Though it may seem odd to some to return to the stable on Epiphany, it’s the culmination of the celebration of Christmas, and, personally this year, a reminder of my late mother who passed away five years ago on New Year’s Day. According to NationalToday.com:
“Epiphany is a Christian feast day celebrating the revelation of God incarnate as Jesus Christ. In Western Christianity, the feast commemorates the visit of the Three Wise Men who followed an angel to Bethlehem where Jesus was born. The day has also been referred to as Three Kings Day and Little Christmas by both Irish and Amish Christians. The Feast of the Epiphany concludes the twelve days of Christmastide and is the traditional end of the Christmas season.”

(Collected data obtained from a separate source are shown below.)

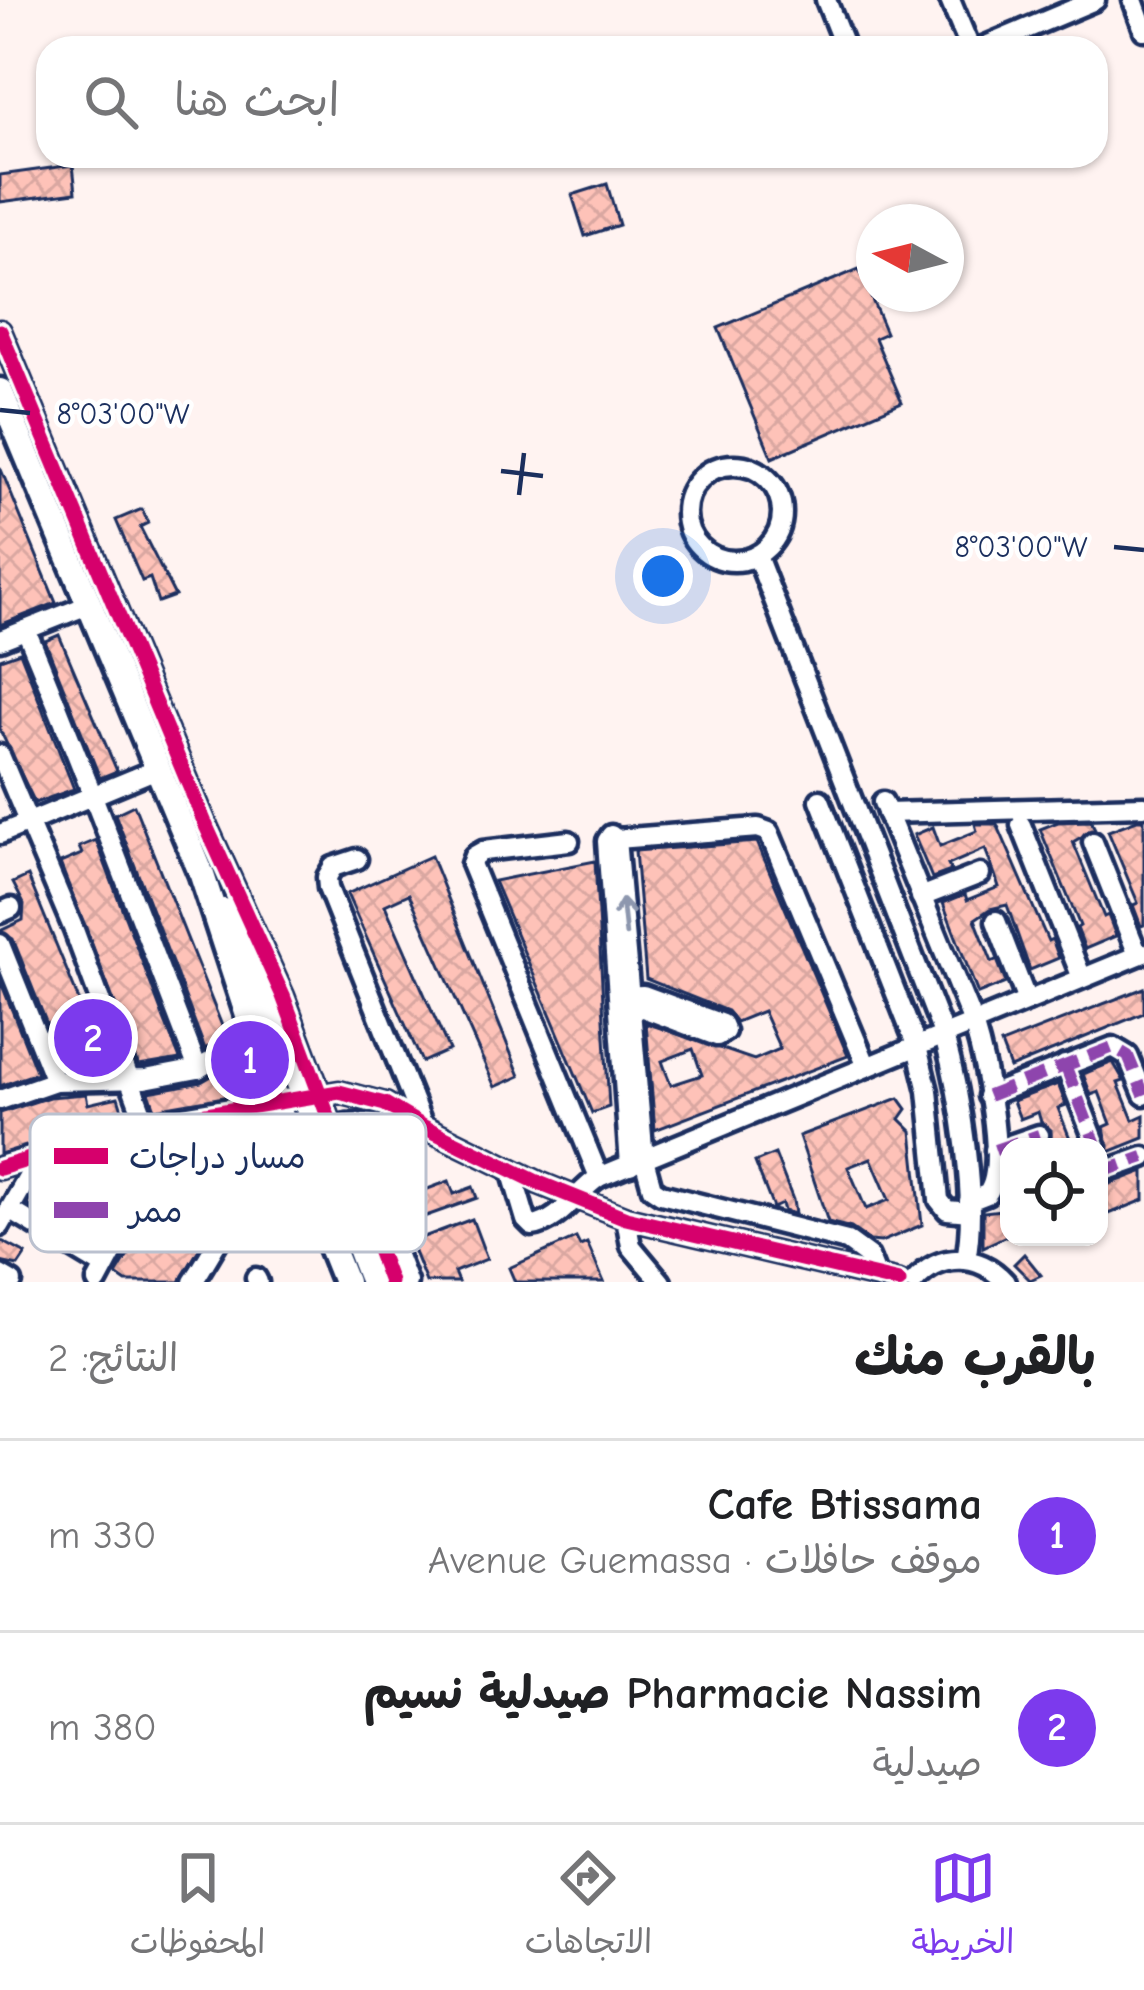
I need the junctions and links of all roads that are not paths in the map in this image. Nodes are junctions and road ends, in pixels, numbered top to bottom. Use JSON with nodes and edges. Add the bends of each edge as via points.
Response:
{"nodes":[{"id":1,"x":826,"y":0,"type":"edge"},
{"id":2,"x":950,"y":0,"type":"edge"},
{"id":3,"x":1095,"y":0,"type":"edge"},
{"id":4,"x":1133,"y":0,"type":"edge"},
{"id":5,"x":1144,"y":30,"type":"edge"},
{"id":6,"x":840,"y":36,"type":"edge"},
{"id":7,"x":965,"y":36,"type":"edge"},
{"id":8,"x":1009,"y":36,"type":"edge"},
{"id":9,"x":0,"y":332,"type":"edge"},
{"id":10,"x":0,"y":391,"type":"edge"},
{"id":11,"x":757,"y":556,"type":"junction"},
{"id":12,"x":88,"y":604,"type":"junction"},
{"id":13,"x":26,"y":630,"type":"junction"},
{"id":14,"x":0,"y":640,"type":"edge"},
{"id":15,"x":2,"y":765,"type":"edge"},
{"id":16,"x":157,"y":769,"type":"junction"},
{"id":17,"x":95,"y":795,"type":"junction"},
{"id":18,"x":820,"y":800,"type":"dead end"},
{"id":19,"x":1144,"y":806,"type":"edge"},
{"id":20,"x":29,"y":823,"type":"junction"},
{"id":21,"x":1021,"y":825,"type":"dead end"},
{"id":22,"x":0,"y":834,"type":"edge"},
{"id":23,"x":568,"y":841,"type":"dead end"},
{"id":24,"x":1093,"y":842,"type":"dead end"},
{"id":25,"x":357,"y":859,"type":"dead end"},
{"id":26,"x":980,"y":874,"type":"dead end"},
{"id":27,"x":202,"y":875,"type":"junction"},
{"id":28,"x":921,"y":896,"type":"junction"},
{"id":29,"x":996,"y":921,"type":"dead end"},
{"id":30,"x":0,"y":944,"type":"edge"},
{"id":31,"x":1141,"y":954,"type":"edge"},
{"id":32,"x":1082,"y":978,"type":"junction"},
{"id":33,"x":1027,"y":1001,"type":"junction"},
{"id":34,"x":973,"y":1024,"type":"junction"},
{"id":35,"x":256,"y":1034,"type":"junction"},
{"id":36,"x":944,"y":1036,"type":"junction"},
{"id":37,"x":917,"y":1047,"type":"junction"},
{"id":38,"x":1065,"y":1064,"type":"junction"},
{"id":39,"x":867,"y":1067,"type":"junction"},
{"id":40,"x":198,"y":1069,"type":"junction"},
{"id":41,"x":131,"y":1079,"type":"junction"},
{"id":42,"x":56,"y":1081,"type":"junction"},
{"id":43,"x":312,"y":1095,"type":"junction"},
{"id":44,"x":1144,"y":1095,"type":"edge"},
{"id":45,"x":988,"y":1096,"type":"junction"},
{"id":46,"x":0,"y":1100,"type":"edge"},
{"id":47,"x":277,"y":1101,"type":"junction"},
{"id":48,"x":143,"y":1114,"type":"edge"},
{"id":49,"x":203,"y":1114,"type":"edge"},
{"id":50,"x":281,"y":1114,"type":"edge"},
{"id":51,"x":324,"y":1114,"type":"edge"},
{"id":52,"x":402,"y":1114,"type":"edge"},
{"id":53,"x":419,"y":1114,"type":"edge"},
{"id":54,"x":426,"y":1128,"type":"edge"},
{"id":55,"x":1039,"y":1135,"type":"dead end"},
{"id":56,"x":1092,"y":1138,"type":"edge"},
{"id":57,"x":995,"y":1150,"type":"junction"},
{"id":58,"x":1144,"y":1156,"type":"edge"},
{"id":59,"x":30,"y":1157,"type":"edge"},
{"id":60,"x":1108,"y":1160,"type":"edge"},
{"id":61,"x":637,"y":1162,"type":"junction"},
{"id":62,"x":0,"y":1168,"type":"edge"},
{"id":63,"x":511,"y":1169,"type":"junction"},
{"id":64,"x":30,"y":1174,"type":"edge"},
{"id":65,"x":599,"y":1177,"type":"junction"},
{"id":66,"x":577,"y":1200,"type":"junction"},
{"id":67,"x":969,"y":1207,"type":"junction"},
{"id":68,"x":5,"y":1218,"type":"edge"},
{"id":69,"x":626,"y":1218,"type":"junction"},
{"id":70,"x":57,"y":1252,"type":"edge"},
{"id":71,"x":213,"y":1252,"type":"edge"},
{"id":72,"x":333,"y":1252,"type":"edge"},
{"id":73,"x":364,"y":1252,"type":"edge"},
{"id":74,"x":379,"y":1252,"type":"edge"},
{"id":75,"x":392,"y":1252,"type":"edge"},
{"id":76,"x":966,"y":1259,"type":"junction"},
{"id":77,"x":0,"y":1275,"type":"edge"},
{"id":78,"x":829,"y":1275,"type":"edge"},
{"id":79,"x":877,"y":1277,"type":"junction"},
{"id":80,"x":97,"y":1278,"type":"edge"},
{"id":81,"x":11,"y":1282,"type":"edge"},
{"id":82,"x":193,"y":1282,"type":"edge"},
{"id":83,"x":345,"y":1282,"type":"edge"},
{"id":84,"x":372,"y":1282,"type":"edge"},
{"id":85,"x":390,"y":1282,"type":"edge"},
{"id":86,"x":407,"y":1282,"type":"edge"},
{"id":87,"x":662,"y":1282,"type":"edge"},
{"id":88,"x":899,"y":1282,"type":"edge"},
{"id":89,"x":914,"y":1282,"type":"edge"},
{"id":90,"x":1005,"y":1282,"type":"edge"}],
"edges":[{"from":1,"to":6,"type":"street"},
{"from":2,"to":7,"type":"street"},
{"from":3,"to":8,"type":"street"},
{"from":4,"to":5,"type":"street"},
{"from":9,"to":43,"type":"street","via":[[272,968]]},
{"from":10,"to":12,"type":"main road"},
{"from":11,"to":11,"type":"street","via":[[780,526],[775,488],[745,467],[710,472],[688,501],[695,540],[722,560]]},
{"from":11,"to":36,"type":"street"},
{"from":12,"to":13,"type":"street"},
{"from":12,"to":16,"type":"main road"},
{"from":13,"to":14,"type":"street"},
{"from":13,"to":17,"type":"street"},
{"from":15,"to":20,"type":"street"},
{"from":16,"to":17,"type":"street"},
{"from":16,"to":27,"type":"main road"},
{"from":17,"to":20,"type":"street"},
{"from":17,"to":40,"type":"street"},
{"from":18,"to":37,"type":"street"},
{"from":19,"to":28,"type":"street","via":[[885,807]]},
{"from":20,"to":22,"type":"street"},
{"from":20,"to":41,"type":"street"},
{"from":21,"to":32,"type":"street"},
{"from":23,"to":65,"type":"street","via":[[483,851],[471,864]]},
{"from":24,"to":31,"type":"street"},
{"from":25,"to":53,"type":"street","via":[[333,867],[328,888]]},
{"from":26,"to":28,"type":"street"},
{"from":27,"to":35,"type":"main road"},
{"from":27,"to":43,"type":"main road"},
{"from":28,"to":34,"type":"street"},
{"from":29,"to":33,"type":"street"},
{"from":30,"to":42,"type":"street"},
{"from":31,"to":32,"type":"street"},
{"from":32,"to":33,"type":"street"},
{"from":33,"to":34,"type":"street"},
{"from":34,"to":36,"type":"street"},
{"from":34,"to":45,"type":"street"},
{"from":35,"to":40,"type":"street"},
{"from":35,"to":47,"type":"main road"},
{"from":36,"to":37,"type":"street"},
{"from":36,"to":67,"type":"street"},
{"from":37,"to":39,"type":"street"},
{"from":37,"to":67,"type":"street","via":[[939,1200],[947,1210]]},
{"from":38,"to":44,"type":"street","via":[[1119,1048]]},
{"from":38,"to":45,"type":"street"},
{"from":38,"to":56,"type":"street"},
{"from":39,"to":61,"type":"street"},
{"from":39,"to":61,"type":"street","via":[[770,832],[616,839]]},
{"from":40,"to":41,"type":"street"},
{"from":41,"to":42,"type":"street"},
{"from":41,"to":48,"type":"street"},
{"from":42,"to":46,"type":"street"},
{"from":43,"to":47,"type":"street"},
{"from":43,"to":51,"type":"main road"},
{"from":43,"to":52,"type":"street","via":[[339,1092]]},
{"from":45,"to":57,"type":"street"},
{"from":47,"to":49,"type":"street"},
{"from":47,"to":50,"type":"main road"},
{"from":54,"to":63,"type":"street"},
{"from":55,"to":57,"type":"street"},
{"from":57,"to":67,"type":"street","via":[[994,1183]]},
{"from":58,"to":60,"type":"street"},
{"from":59,"to":62,"type":"street"},
{"from":61,"to":65,"type":"street"},
{"from":61,"to":79,"type":"street","via":[[656,1192],[848,1241],[869,1257]]},
{"from":63,"to":66,"type":"street"},
{"from":63,"to":66,"type":"street","via":[[532,1226]]},
{"from":64,"to":68,"type":"street"},
{"from":65,"to":66,"type":"street"},
{"from":66,"to":69,"type":"street"},
{"from":67,"to":76,"type":"street"},
{"from":69,"to":78,"type":"street"},
{"from":69,"to":87,"type":"street","via":[[631,1246]]},
{"from":70,"to":80,"type":"street"},
{"from":71,"to":82,"type":"street"},
{"from":72,"to":83,"type":"main road"},
{"from":73,"to":84,"type":"main road"},
{"from":74,"to":85,"type":"street"},
{"from":75,"to":86,"type":"street"},
{"from":76,"to":89,"type":"street","via":[[935,1264]]},
{"from":76,"to":90,"type":"street"},
{"from":77,"to":81,"type":"street"},
{"from":78,"to":79,"type":"street"},
{"from":79,"to":88,"type":"street"}]}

https://nationaltoday.com/epiphany/
My mother LOVED and collected nativity sets. During Christmastime, they could be found in every room of our house, frequently with multiple sets in one room alone. When she visited Israel with my father and their church shortly after 9/11, she inevitably came back with handcrafted sets for all of us. I still have that set and the one she gave me as a child. Visiting my father and sister this Christmas, I saw the hand-painted set she made for my sister with carved stable (my dad’s handiwork) upon her mantel. At my father’s house, three sets stood exactly as my mother set them out shortly before she died.
Now, five years later, they spoke to me of my mother, our gatherings at Christmas, the persistence of grief and the power of memory, and, most importantly, hope. Seeing those sets covered in dust led to the following epiphany. Though I had hoped to post this earlier in the week as a new year’s celebration, it’s fitting that I should have finished the poem today in time for Epiphany. May you find, as I did, in the nativity scene the hope that turns all brokenness kaleidoscopic! I know my mom has.
Epiphany
Vincent H. Anastasi - 2022 Dust gathers on the holy family while traveled magi still retain their gifts; shepherds dazzled by angelic decree remain aloof, though God be in their midst. Five years' grief has held them stiff in tableau untouched by hands that cling to memory; enduring through the constant ebb and flow of life, they intimate eternity. So gather now with festive natal joy all those who mourn in lonely exile here, and come rich dust and let your songs employ though loved ones slip from our celestial sphere. Nativity, I welcome you with hope, turning brokenness all kaleidoscope!